Doch auch in Sachen Serien traut sich Sat.1 2017 wieder etwas. Den Grundstein legte das mehrfach angekündigte, immer wieder verschobene und letztlich doch erfolgreich gestartete «Einstein». Am Dienstagabend überzeugt die Serie mit Tom Beck nun schon seit zwei Wochen. Ein Fragezeichen steht derweil immer noch hinter der hochgehandelten Krimi-Serie «23 Cases», die zwar schon fertig produziert ist, von Sat.1 allerdings immer noch unter Verschluss gehalten wird.

ProSieben will weiter wenig von deutscher Fiction wissen. Eine Serienausschreibung fand hier zuletzt für englischsprachige und damit international besser vermarktbare Formate statt. Weiter nehmen Shows und US-Produktionen einen großen Teil des Programms ein. Während man mit der Performance der eingekauften Blockbuster weitestgehend zufrieden sein kann, könnte ProSieben allerdings gut beraten zu sein, bald mal wieder über den Tellerrand zu blicken. Alle Formate, die ProSieben im Rahmen seiner Programmpräsentation im vergangenen Sommer für seinen Serienmittwoch ankündigte, floppten: «Quantico», «Legends of Tomorrow» und auch «Containment», während «Limitless» bereits nach kurzer Zeit die Puste auszugehen scheint. Am Mittwochabend brachte man im Umfeld der genannten Flops und schwachen Rückkehrern wie «Mike & Molly» oder «The 100» sogar das sonst beständige «Grey’s Anatomy» in Bedrängnis, sodass seit einiger Zeit sogar das eigentlich längst beendete «Two and a Half Men» aushelfen muss. Auch «Gotham» zeigt sich quotentechnisch nicht mehr tragbar, einzig «The Big Bang Theory» liefert noch sehenswerte Zahlen, wobei die Klagen nach einem Übermaß an Reruns immer lauter werden. Wie wäre es also mit deutscher Ware? Mit der Christian Ulmen-Serie «Jerks» versucht sich ProSieben ab dem 21. Februar immerhin an einem Format.

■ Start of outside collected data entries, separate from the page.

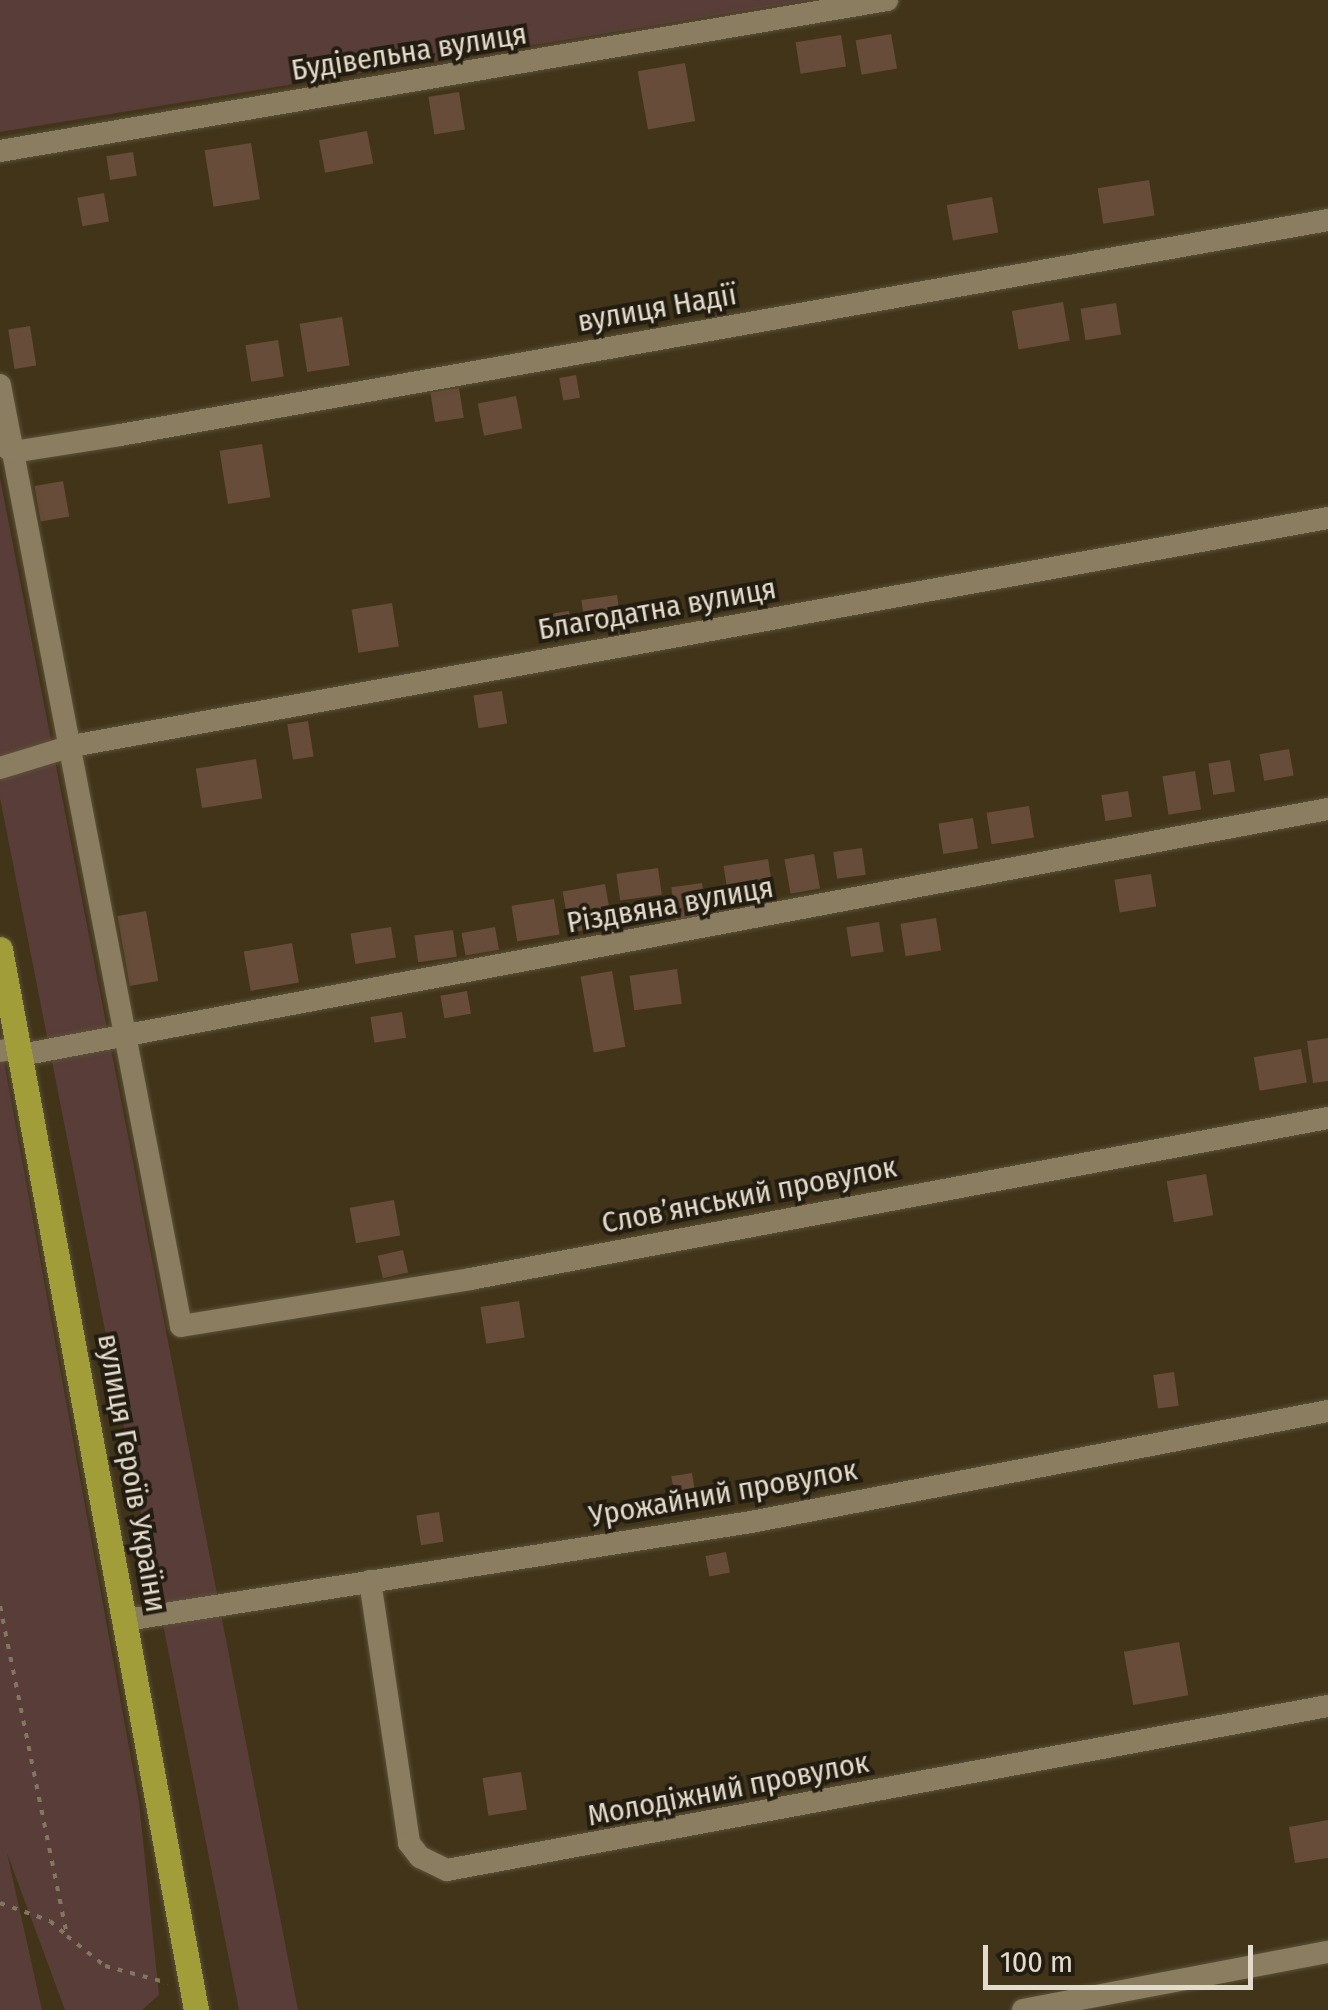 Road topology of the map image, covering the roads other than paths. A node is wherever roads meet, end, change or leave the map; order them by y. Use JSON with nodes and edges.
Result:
{"nodes":[{"id":1,"x":888,"y":0,"type":"edge"},
{"id":2,"x":0,"y":151,"type":"edge"},
{"id":3,"x":1328,"y":220,"type":"edge"},
{"id":4,"x":0,"y":385,"type":"edge"},
{"id":5,"x":7,"y":448,"type":"edge"},
{"id":6,"x":1328,"y":518,"type":"edge"},
{"id":7,"x":72,"y":746,"type":"junction"},
{"id":8,"x":0,"y":768,"type":"edge"},
{"id":9,"x":1328,"y":808,"type":"edge"},
{"id":10,"x":0,"y":948,"type":"edge"},
{"id":11,"x":126,"y":1031,"type":"junction"},
{"id":12,"x":14,"y":1051,"type":"edge"},
{"id":13,"x":1328,"y":1118,"type":"edge"},
{"id":14,"x":1328,"y":1411,"type":"edge"},
{"id":15,"x":370,"y":1581,"type":"junction"},
{"id":16,"x":126,"y":1620,"type":"junction"},
{"id":17,"x":1328,"y":1706,"type":"edge"},
{"id":18,"x":1328,"y":1952,"type":"edge"},
{"id":19,"x":194,"y":1999,"type":"edge"},
{"id":20,"x":1023,"y":2010,"type":"edge"}],
"edges":[{"from":1,"to":2,"type":"street","name":"Будівельна вулиця"},
{"from":3,"to":5,"type":"street","name":"вулиця Надії"},
{"from":4,"to":5,"type":"street"},
{"from":5,"to":7,"type":"street"},
{"from":6,"to":7,"type":"street","name":"Благодатна вулиця"},
{"from":7,"to":8,"type":"street","name":"Благодатна вулиця"},
{"from":7,"to":11,"type":"street"},
{"from":9,"to":11,"type":"street","name":"Різдвяна вулиця"},
{"from":10,"to":12,"type":"main road","name":"вулиця Героїв України"},
{"from":11,"to":12,"type":"street","name":"Різдвяна вулиця"},
{"from":11,"to":13,"type":"street","name":"Словʼянський провулок"},
{"from":12,"to":16,"type":"main road","name":"вулиця Героїв України"},
{"from":14,"to":15,"type":"street","name":"Урожайний провулок"},
{"from":15,"to":16,"type":"street","name":"Урожайний провулок"},
{"from":15,"to":17,"type":"street","name":"Молодіжний провулок"},
{"from":16,"to":19,"type":"main road","name":"вулиця Героїв України"},
{"from":18,"to":20,"type":"street"}]} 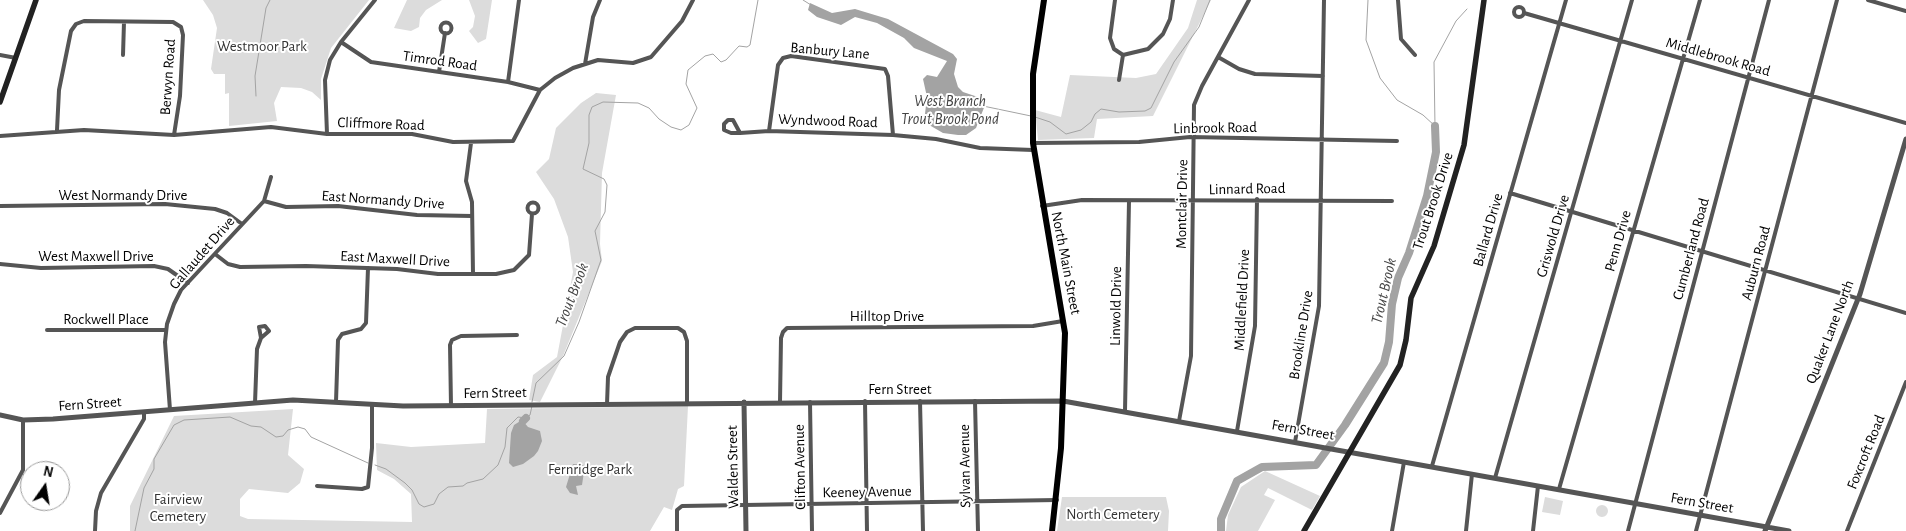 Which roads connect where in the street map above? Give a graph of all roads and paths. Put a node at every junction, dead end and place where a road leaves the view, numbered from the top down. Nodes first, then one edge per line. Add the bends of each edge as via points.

Ähnliches kommt für kabel eins nicht in Frage, die Münchner setzen auch 2017 im Fiction-Bereich weiter auf US-Produktionen, während Das Erste und das ZDF den Luxus haben, weiter mit Uralt-Reihen sehenswerte Marktanteile zu erzielen und bei neuen Produktionen nicht um die Quote bangen zu müssen. ZDFneo tat sich zuletzt ein ums andere Mal mit neuen deutschen Serien hervor, zunächst mit Sitcoms, zuletzt mit der ersten Drama-Serie «Tempel». Und wie sieht es im Pay-TV aus? Die lang angekündigte Tom Tykwer-Serie «Babylon Berlin» wird von Sky bereits seit einer gefühlten Ewigkeit als der ersehnte Hit beworben, den die deutsche Serie zum Durchbruch braucht – Ende 2017 soll sie nun anlaufen. Dann wird auch die Serienversion von «Das Boot» erwartet, für 2018 ist ein Endzeit-Drama namens «Acht Tage» bestellt. Sonst bedienen sich jedoch auch die Sky-Sender aus dem Ausland. Beim nach «Add a Friend» und «Weinberg» serienerprobten TNT Serie ist die nächste Eigenproduktion «4 Blocks» bereits im Kasten, bei 13th Street steht außerdem die erste eigene Krimiserie «Culpa – Niemand ist ohne Schuld» vor der Tür.